* **WHAT YOU HAVE TO DO**
Only the pictures are to be dropped; return all other data below exactly.

Items from a dataset
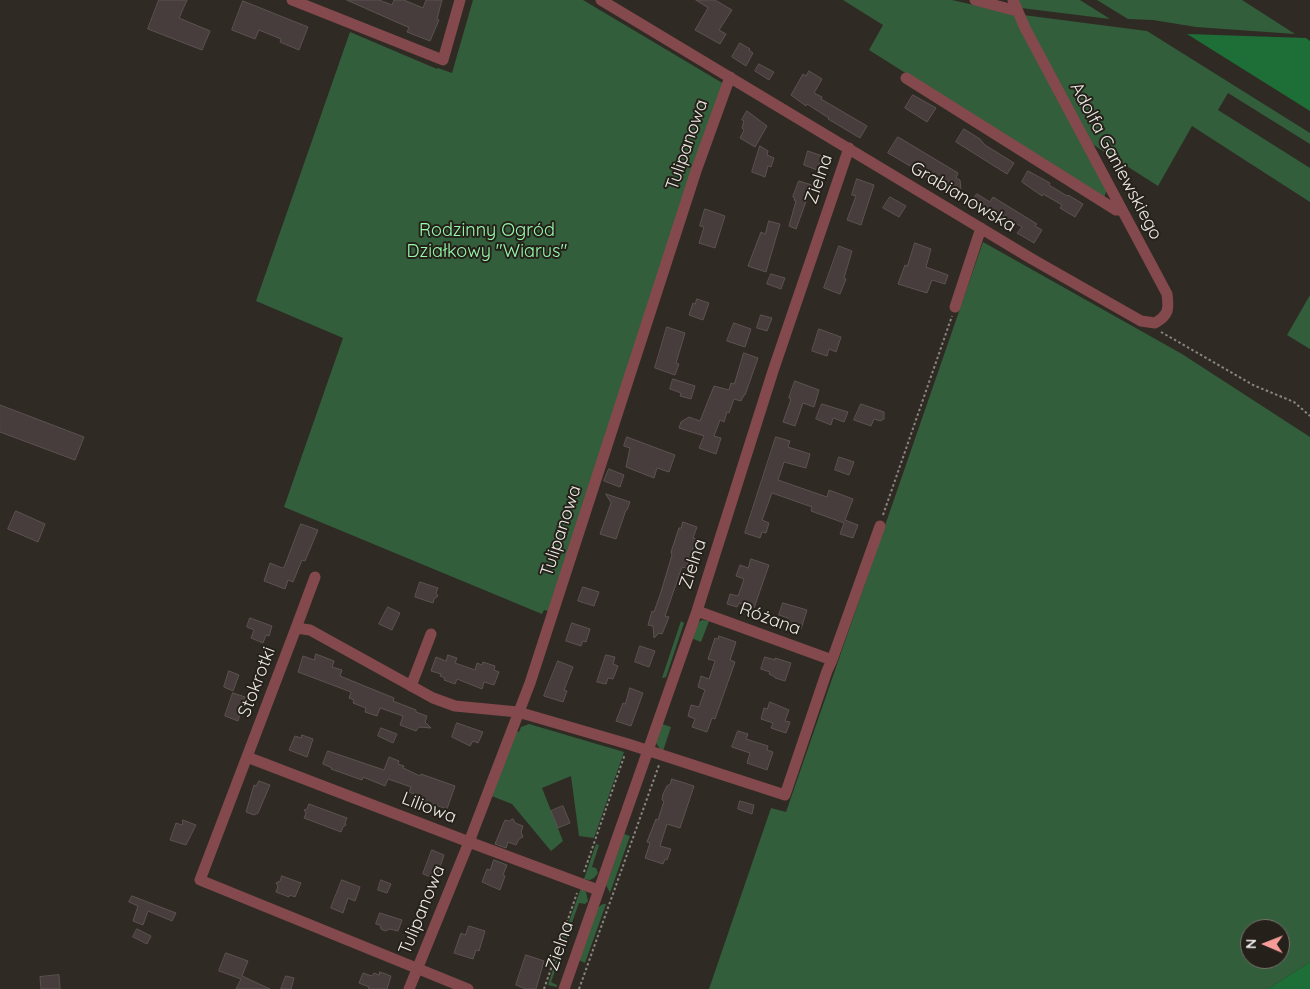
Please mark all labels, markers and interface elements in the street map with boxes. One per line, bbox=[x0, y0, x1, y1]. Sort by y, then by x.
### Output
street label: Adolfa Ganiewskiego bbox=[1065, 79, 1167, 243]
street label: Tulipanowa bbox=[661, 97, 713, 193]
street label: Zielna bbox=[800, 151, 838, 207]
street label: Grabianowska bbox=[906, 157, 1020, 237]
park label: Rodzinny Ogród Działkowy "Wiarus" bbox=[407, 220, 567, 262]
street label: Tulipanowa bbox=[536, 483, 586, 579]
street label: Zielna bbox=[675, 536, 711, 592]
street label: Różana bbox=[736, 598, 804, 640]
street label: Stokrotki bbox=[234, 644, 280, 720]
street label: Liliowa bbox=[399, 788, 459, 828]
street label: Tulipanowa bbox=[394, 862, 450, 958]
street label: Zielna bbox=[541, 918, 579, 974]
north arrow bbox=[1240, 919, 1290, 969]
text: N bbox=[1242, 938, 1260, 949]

* **RESPONSE AREA**
Please mark all labels, markers and interface elements in the street map with boxes. One per line, bbox=[x0, y0, x1, y1]. Sort by y, then by x.
### Output
street label: Adolfa Ganiewskiego bbox=[1065, 79, 1167, 243]
street label: Tulipanowa bbox=[661, 97, 713, 193]
street label: Zielna bbox=[800, 151, 838, 207]
street label: Grabianowska bbox=[906, 157, 1020, 237]
park label: Rodzinny Ogród Działkowy "Wiarus" bbox=[407, 220, 567, 262]
street label: Tulipanowa bbox=[536, 483, 586, 579]
street label: Zielna bbox=[675, 536, 711, 592]
street label: Różana bbox=[736, 598, 804, 640]
street label: Stokrotki bbox=[234, 644, 280, 720]
street label: Liliowa bbox=[399, 788, 459, 828]
street label: Tulipanowa bbox=[394, 862, 450, 958]
street label: Zielna bbox=[541, 918, 579, 974]
north arrow bbox=[1240, 919, 1290, 969]
text: N bbox=[1242, 938, 1260, 949]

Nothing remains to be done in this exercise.